Meeting monthly to touch base on progress toward goals, the Better Together Executive Committee consists of the chairs of each of these five divisions plus the committee’s chair for equity. The group also meets in Lincoln each October, bringing their plans for upcoming initiatives and, together, they create the DEI calendar for the next year. There’s also a monthly Better Together council meeting that provides updates and gets more information from the larger committee.
Where do you start with acceptance for your DEI program – is it education?
“Here’s the thing: leaders create the culture,” said Jones. “All of us – leaders included – are unaware of our unconscious bias,” Jones noted. “Our thinking was, we’ve got to start with unconscious bias because you’re not responsible for your first thought, but you are responsible for your first action.” Nelnet educated all current leaders on unconscious bias and now every new leader undergoes this training.

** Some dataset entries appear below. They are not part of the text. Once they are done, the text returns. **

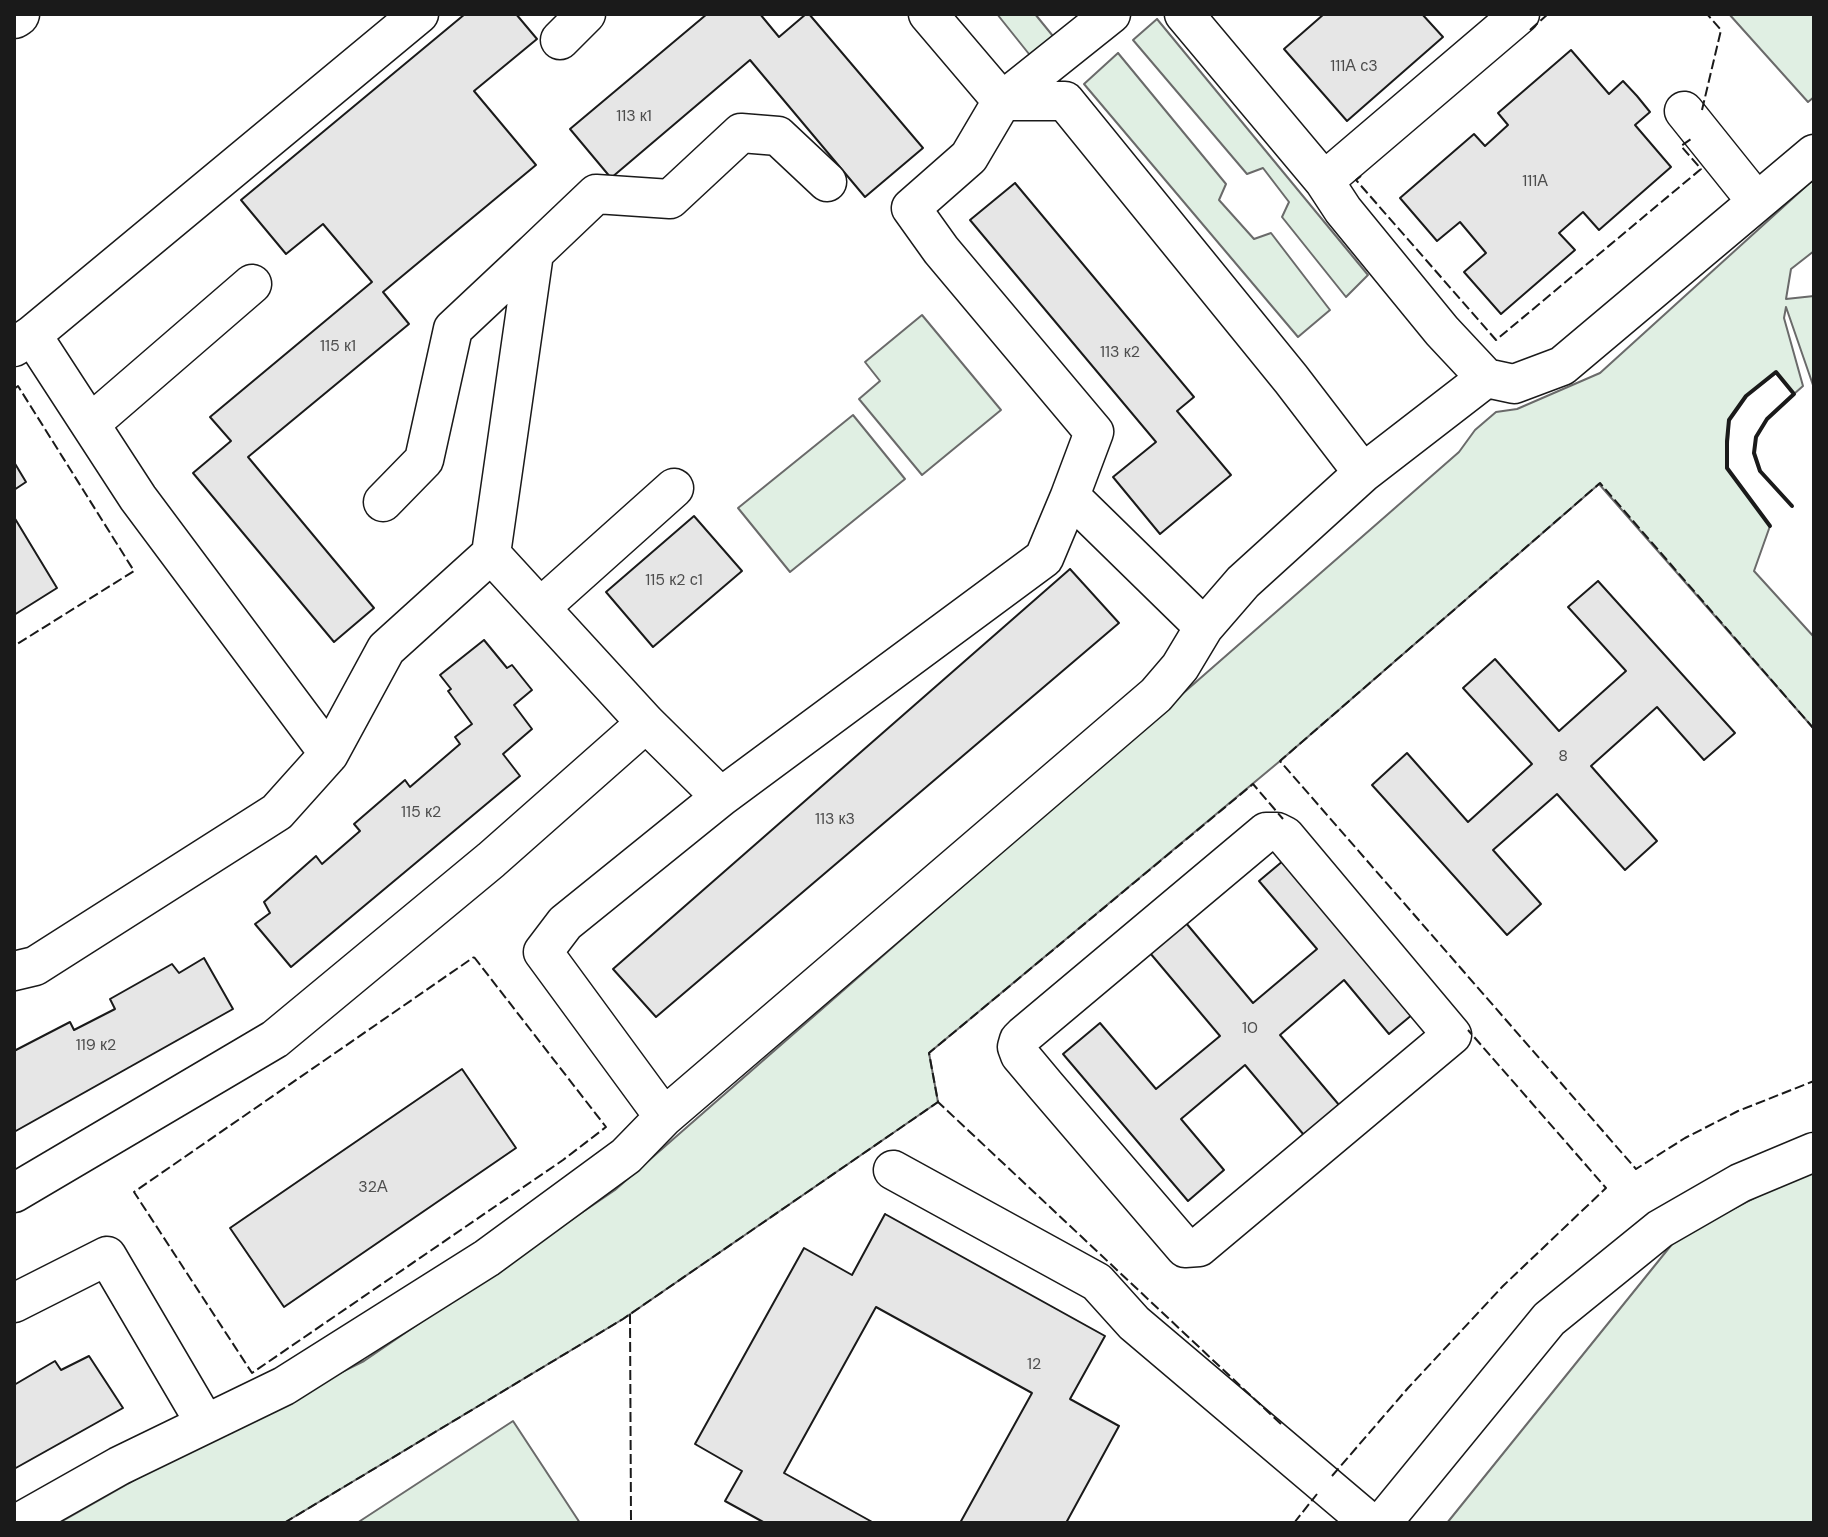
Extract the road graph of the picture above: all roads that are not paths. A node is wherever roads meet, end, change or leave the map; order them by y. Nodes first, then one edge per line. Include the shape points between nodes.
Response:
1 (419, 14) edge
2 (928, 14) edge
3 (1111, 14) edge
4 (1184, 14) edge
5 (1511, 17) edge
6 (1002, 101) junction
7 (1684, 111) dead end
8 (1814, 154) edge
9 (1324, 181) junction
10 (827, 182) dead end
11 (1757, 202) junction
12 (534, 253) junction
13 (252, 284) dead end
14 (23, 341) edge
15 (1486, 378) junction
16 (90, 424) junction
17 (1363, 473) junction
18 (674, 488) dead end
19 (1070, 496) junction
20 (383, 502) dead end
21 (491, 554) junction
22 (541, 607) junction
23 (1204, 627) junction
24 (646, 723) junction
25 (329, 754) junction
26 (721, 797) junction
27 (14, 971) edge
28 (1019, 1040) joint
29 (664, 1117) junction
30 (1814, 1152) edge
31 (893, 1170) dead end
32 (14, 1193) edge
33 (14, 1303) edge
34 (205, 1423) junction
35 (18, 1523) edge
36 (1370, 1523) edge
37 (1382, 1523) edge

1 - 14 street
2 - 6 street
3 - 6 street
4 - 9 street
5 - 9 street
6 - 17 street via 1065,101
6 - 19 street via 969,157 911,208 1094,432
7 - 11 street
8 - 11 street
9 - 15 street via 1432,319
10 - 12 street via 778,136 741,133 670,199 596,194
11 - 15 street via 1562,366 1514,384
12 - 20 street via 453,329 424,460
12 - 21 street
13 - 16 street
14 - 16 street
15 - 17 street
16 - 25 street via 138,498
17 - 23 street via 1243,582
18 - 22 street
19 - 23 street
19 - 26 street via 1044,558
21 - 22 street
21 - 25 street via 386,649
22 - 24 street
23 - 29 street via 1156,695
24 - 26 street
24 - 32 street via 275,1039
25 - 27 street via 277,812 35,966
26 - 29 street via 565,923 543,952
28 - 28 street via 1020,1055 1185,1248 1199,1247 1452,1035 1285,836 1266,832
29 - 34 street via 626,1156 487,1258 284,1386
30 - 37 street via 1740,1183 1660,1229 1549,1319
31 - 36 street via 1097,1282 1134,1323
33 - 34 street via 107,1256
34 - 35 street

When it comes to associates, “It starts with being curious and open. Then you can educate – because we want to meet people where they are,” said Jones.
Since people access information in different ways, the team provides micro-communications like the DEI Spotlight in the weekly newsletter, in addition to programs and opportunities for those who want to dive deeper. “Sometimes we link to a TED talk, movie, or book,” Jones pointed out. For example, last year’s DEI Spotlights focused on unsung heroes. This year, the Spotlights will focus on different religions, interspersed with promotion of the ARGs and eLearning modules that connect to DEI topics.
Existing DEI training includes e-learning modules on topics such as deadnaming and pronouns. New for 2023, the team is adding trainings on code switching, covering, microaggressions, and how to be an ally, as well as master classes on different diversity topics. The Better Together team also provides resources for people to learn more – such as a DEI glossary Jones found in her certification at Cornell University. “We’re going to be talking about these topics. I want people to have a place where they can go to investigate and have things defined.”
Jones noted that she doesn’t believe in book club learning – where you read a book, talk about it, and go on to the next book. “When we are trying to make sustainable change, learning needs to be revisited, reminded, done in iterations – and it needs to be a part of the culture.